Source material: Begin

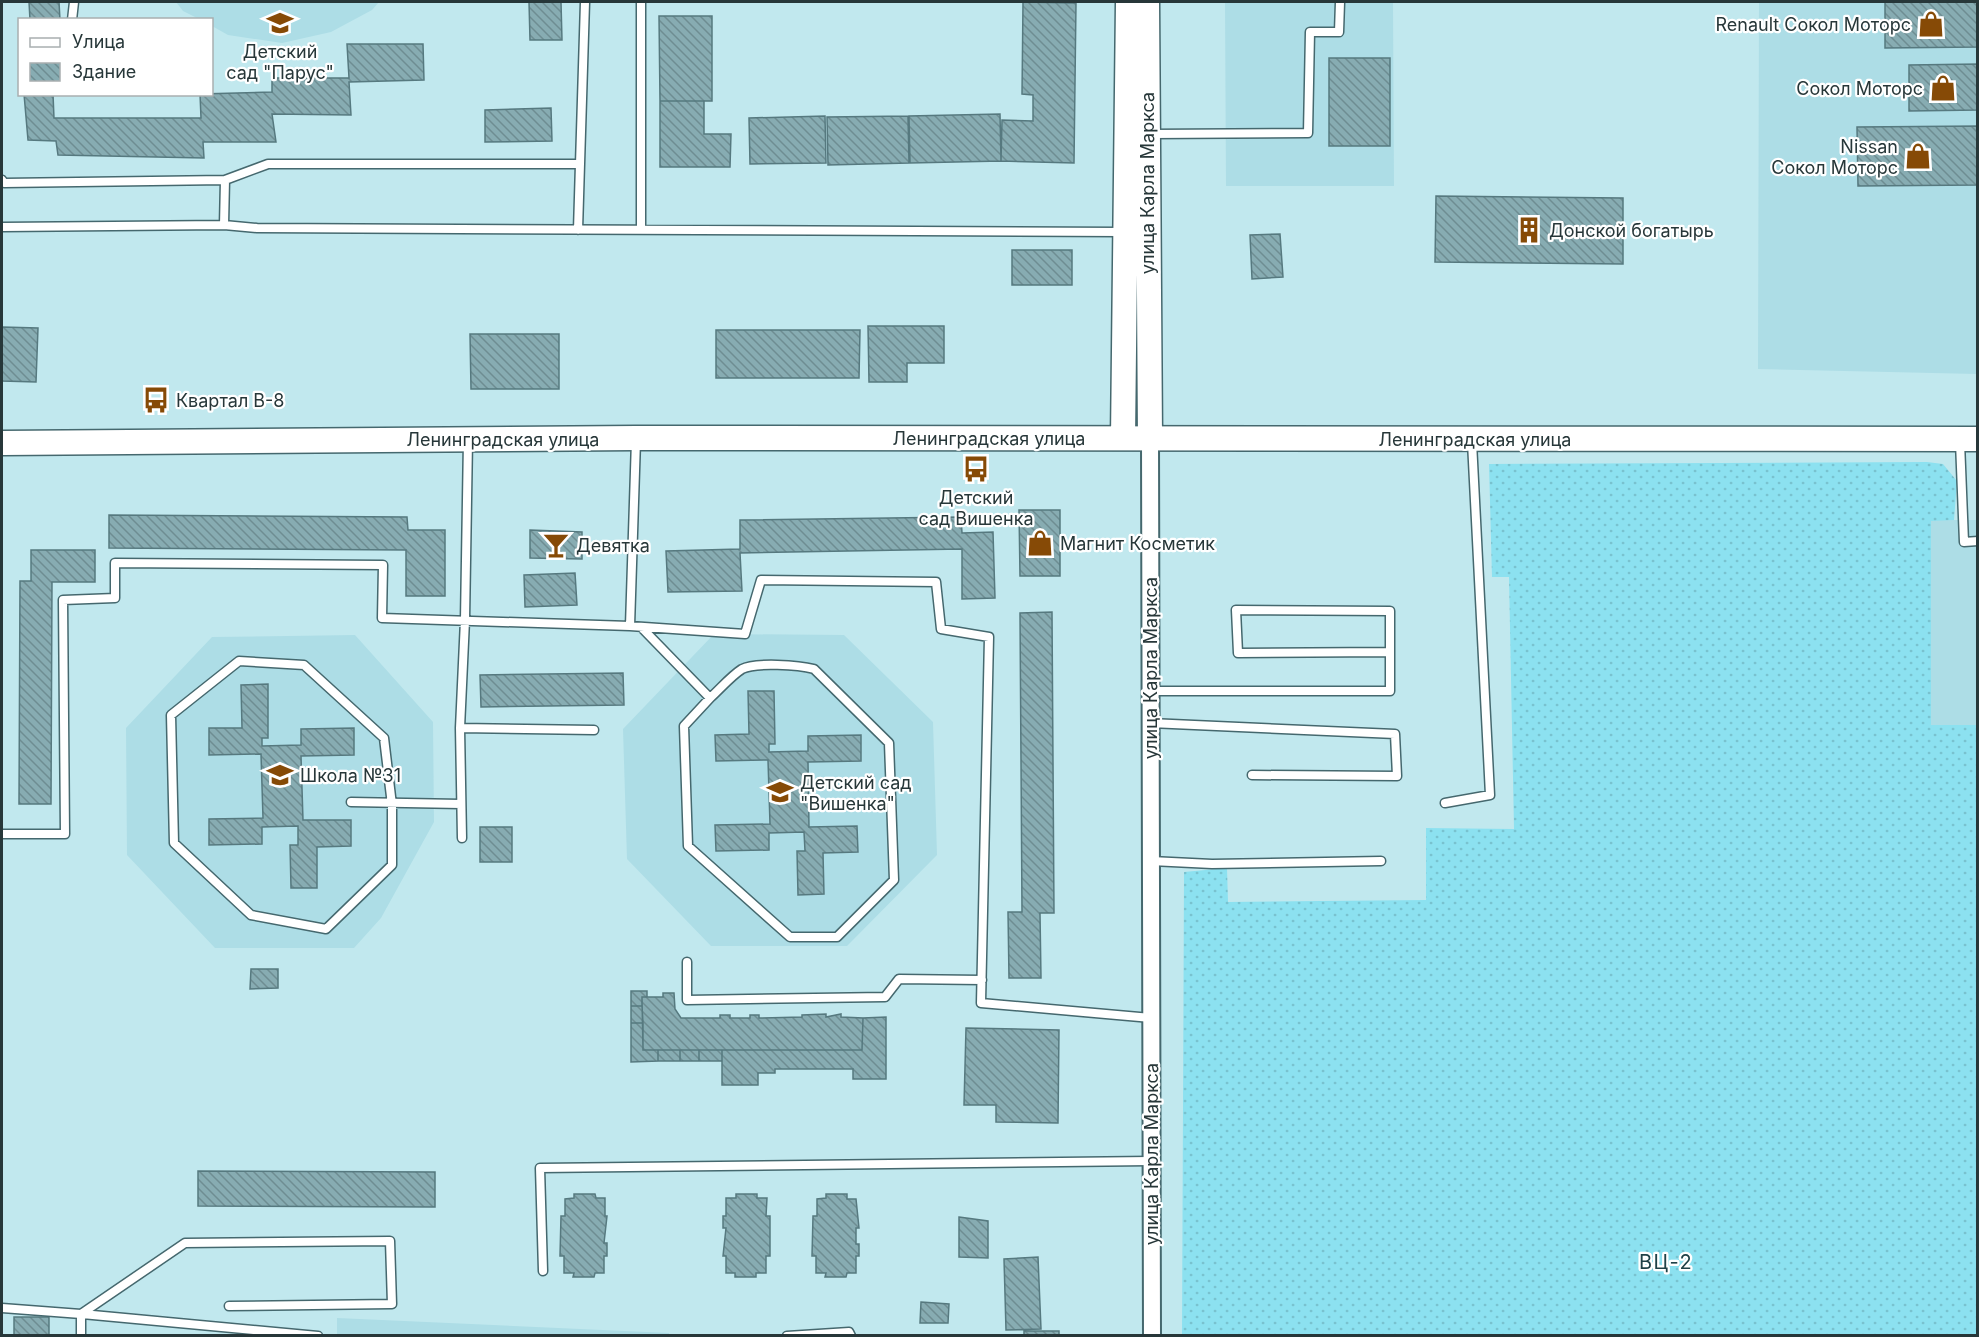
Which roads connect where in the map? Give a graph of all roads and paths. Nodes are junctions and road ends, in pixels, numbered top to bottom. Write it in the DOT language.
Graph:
graph roads {
  1 [pos="74,2"];
  2 [pos="585,2"];
  3 [pos="641,2"];
  4 [pos="1128,2"];
  5 [pos="1147,2"];
  6 [pos="1340,2"];
  7 [pos="72,18"];
  8 [pos="1147,134"];
  9 [pos="580,164"];
  10 [pos="2,180"];
  11 [pos="225,180"];
  12 [pos="224,225"];
  13 [pos="2,227"];
  14 [pos="578,230"];
  15 [pos="641,230"];
  16 [pos="1125,232"];
  17 [pos="2,435"];
  18 [pos="1123,437"];
  19 [pos="1150,437"];
  20 [pos="1972,437"];
  21 [pos="636,438"];
  22 [pos="1472,438"];
  23 [pos="468,439"];
  24 [pos="2,443"];
  25 [pos="1977,542"];
  26 [pos="465,620"];
  27 [pos="630,626"];
  28 [pos="641,627"];
  29 [pos="1390,652"];
  30 [pos="1150,691"];
  31 [pos="710,698"];
  32 [pos="1150,723"];
  33 [pos="460,728"];
  34 [pos="594,730"];
  35 [pos="1252,775"];
  36 [pos="351,802"];
  37 [pos="1445,802"];
  38 [pos="461,804"];
  39 [pos="392,805"];
  40 [pos="2,834"];
  41 [pos="462,838"];
  42 [pos="1151,861"];
  43 [pos="1381,861"];
  44 [pos="687,962"];
  45 [pos="982,980"];
  46 [pos="1151,1018"];
  47 [pos="1151,1161"];
  48 [pos="543,1271"];
  49 [pos="229,1306"];
  50 [pos="2,1308"];
  51 [pos="81,1314"];
  52 [pos="81,1335"];
  53 [pos="318,1335"];
  54 [pos="787,1335"];
  55 [pos="851,1335"];
  56 [pos="1152,1335"];
  1 -- 7 [label="lane"];
  2 -- 9 [label="lane"];
  3 -- 15 [label="lane"];
  4 -- 16 [label="street, улица Карла Маркса"];
  5 -- 8 [label="street, улица Карла Маркса"];
  6 -- 8 [label="lane"];
  8 -- 19 [label="street, улица Карла Маркса"];
  9 -- 11 [label="lane"];
  9 -- 14 [label="lane"];
  10 -- 11 [label="lane"];
  11 -- 12 [label="lane"];
  12 -- 13 [label="lane"];
  12 -- 14 [label="lane"];
  14 -- 15 [label="lane"];
  15 -- 16 [label="lane"];
  16 -- 18 [label="street, улица Карла Маркса"];
  17 -- 23 [label="street"];
  18 -- 19 [label="street"];
  18 -- 21 [label="street, Ленинградская улица"];
  18 -- 23 [label="street"];
  19 -- 20 [label="street"];
  19 -- 22 [label="street, Ленинградская улица"];
  19 -- 30 [label="street, улица Карла Маркса"];
  20 -- 22 [label="street, Ленинградская улица"];
  20 -- 25 [label="lane"];
  21 -- 23 [label="street, Ленинградская улица"];
  21 -- 27 [label="lane"];
  22 -- 37 [label="lane"];
  23 -- 24 [label="street, Ленинградская улица"];
  23 -- 26 [label="lane"];
  26 -- 27 [label="lane"];
  26 -- 33 [label="lane"];
  26 -- 40 [label="lane"];
  27 -- 28 [label="lane"];
  28 -- 31 [label="lane"];
  28 -- 45 [label="lane"];
  29 -- 29 [label="lane"];
  29 -- 30 [label="lane"];
  30 -- 32 [label="street, улица Карла Маркса"];
  31 -- 31 [label="lane"];
  32 -- 35 [label="lane"];
  32 -- 42 [label="street, улица Карла Маркса"];
  33 -- 34 [label="lane"];
  33 -- 38 [label="lane"];
  36 -- 39 [label="lane"];
  38 -- 39 [label="lane"];
  38 -- 41 [label="lane"];
  39 -- 39 [label="lane"];
  42 -- 43 [label="lane"];
  42 -- 46 [label="street, улица Карла Маркса"];
  44 -- 45 [label="lane"];
  45 -- 46 [label="lane"];
  46 -- 47 [label="street, улица Карла Маркса"];
  47 -- 48 [label="lane"];
  47 -- 56 [label="street, улица Карла Маркса"];
  49 -- 51 [label="lane"];
  50 -- 51 [label="lane"];
  51 -- 52 [label="lane"];
  51 -- 53 [label="lane"];
  54 -- 55 [label="lane"];
}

Source material: End

* [What needs to be done] What I need is every record written out exactly, minus the pictures.

* [Answer space]
Which roads connect where in the map? Give a graph of all roads and paths. Nodes are junctions and road ends, in pixels, numbered top to bottom. Write it in the DOT language.
Graph:
graph roads {
  1 [pos="74,2"];
  2 [pos="585,2"];
  3 [pos="641,2"];
  4 [pos="1128,2"];
  5 [pos="1147,2"];
  6 [pos="1340,2"];
  7 [pos="72,18"];
  8 [pos="1147,134"];
  9 [pos="580,164"];
  10 [pos="2,180"];
  11 [pos="225,180"];
  12 [pos="224,225"];
  13 [pos="2,227"];
  14 [pos="578,230"];
  15 [pos="641,230"];
  16 [pos="1125,232"];
  17 [pos="2,435"];
  18 [pos="1123,437"];
  19 [pos="1150,437"];
  20 [pos="1972,437"];
  21 [pos="636,438"];
  22 [pos="1472,438"];
  23 [pos="468,439"];
  24 [pos="2,443"];
  25 [pos="1977,542"];
  26 [pos="465,620"];
  27 [pos="630,626"];
  28 [pos="641,627"];
  29 [pos="1390,652"];
  30 [pos="1150,691"];
  31 [pos="710,698"];
  32 [pos="1150,723"];
  33 [pos="460,728"];
  34 [pos="594,730"];
  35 [pos="1252,775"];
  36 [pos="351,802"];
  37 [pos="1445,802"];
  38 [pos="461,804"];
  39 [pos="392,805"];
  40 [pos="2,834"];
  41 [pos="462,838"];
  42 [pos="1151,861"];
  43 [pos="1381,861"];
  44 [pos="687,962"];
  45 [pos="982,980"];
  46 [pos="1151,1018"];
  47 [pos="1151,1161"];
  48 [pos="543,1271"];
  49 [pos="229,1306"];
  50 [pos="2,1308"];
  51 [pos="81,1314"];
  52 [pos="81,1335"];
  53 [pos="318,1335"];
  54 [pos="787,1335"];
  55 [pos="851,1335"];
  56 [pos="1152,1335"];
  1 -- 7 [label="lane"];
  2 -- 9 [label="lane"];
  3 -- 15 [label="lane"];
  4 -- 16 [label="street, улица Карла Маркса"];
  5 -- 8 [label="street, улица Карла Маркса"];
  6 -- 8 [label="lane"];
  8 -- 19 [label="street, улица Карла Маркса"];
  9 -- 11 [label="lane"];
  9 -- 14 [label="lane"];
  10 -- 11 [label="lane"];
  11 -- 12 [label="lane"];
  12 -- 13 [label="lane"];
  12 -- 14 [label="lane"];
  14 -- 15 [label="lane"];
  15 -- 16 [label="lane"];
  16 -- 18 [label="street, улица Карла Маркса"];
  17 -- 23 [label="street"];
  18 -- 19 [label="street"];
  18 -- 21 [label="street, Ленинградская улица"];
  18 -- 23 [label="street"];
  19 -- 20 [label="street"];
  19 -- 22 [label="street, Ленинградская улица"];
  19 -- 30 [label="street, улица Карла Маркса"];
  20 -- 22 [label="street, Ленинградская улица"];
  20 -- 25 [label="lane"];
  21 -- 23 [label="street, Ленинградская улица"];
  21 -- 27 [label="lane"];
  22 -- 37 [label="lane"];
  23 -- 24 [label="street, Ленинградская улица"];
  23 -- 26 [label="lane"];
  26 -- 27 [label="lane"];
  26 -- 33 [label="lane"];
  26 -- 40 [label="lane"];
  27 -- 28 [label="lane"];
  28 -- 31 [label="lane"];
  28 -- 45 [label="lane"];
  29 -- 29 [label="lane"];
  29 -- 30 [label="lane"];
  30 -- 32 [label="street, улица Карла Маркса"];
  31 -- 31 [label="lane"];
  32 -- 35 [label="lane"];
  32 -- 42 [label="street, улица Карла Маркса"];
  33 -- 34 [label="lane"];
  33 -- 38 [label="lane"];
  36 -- 39 [label="lane"];
  38 -- 39 [label="lane"];
  38 -- 41 [label="lane"];
  39 -- 39 [label="lane"];
  42 -- 43 [label="lane"];
  42 -- 46 [label="street, улица Карла Маркса"];
  44 -- 45 [label="lane"];
  45 -- 46 [label="lane"];
  46 -- 47 [label="street, улица Карла Маркса"];
  47 -- 48 [label="lane"];
  47 -- 56 [label="street, улица Карла Маркса"];
  49 -- 51 [label="lane"];
  50 -- 51 [label="lane"];
  51 -- 52 [label="lane"];
  51 -- 53 [label="lane"];
  54 -- 55 [label="lane"];
}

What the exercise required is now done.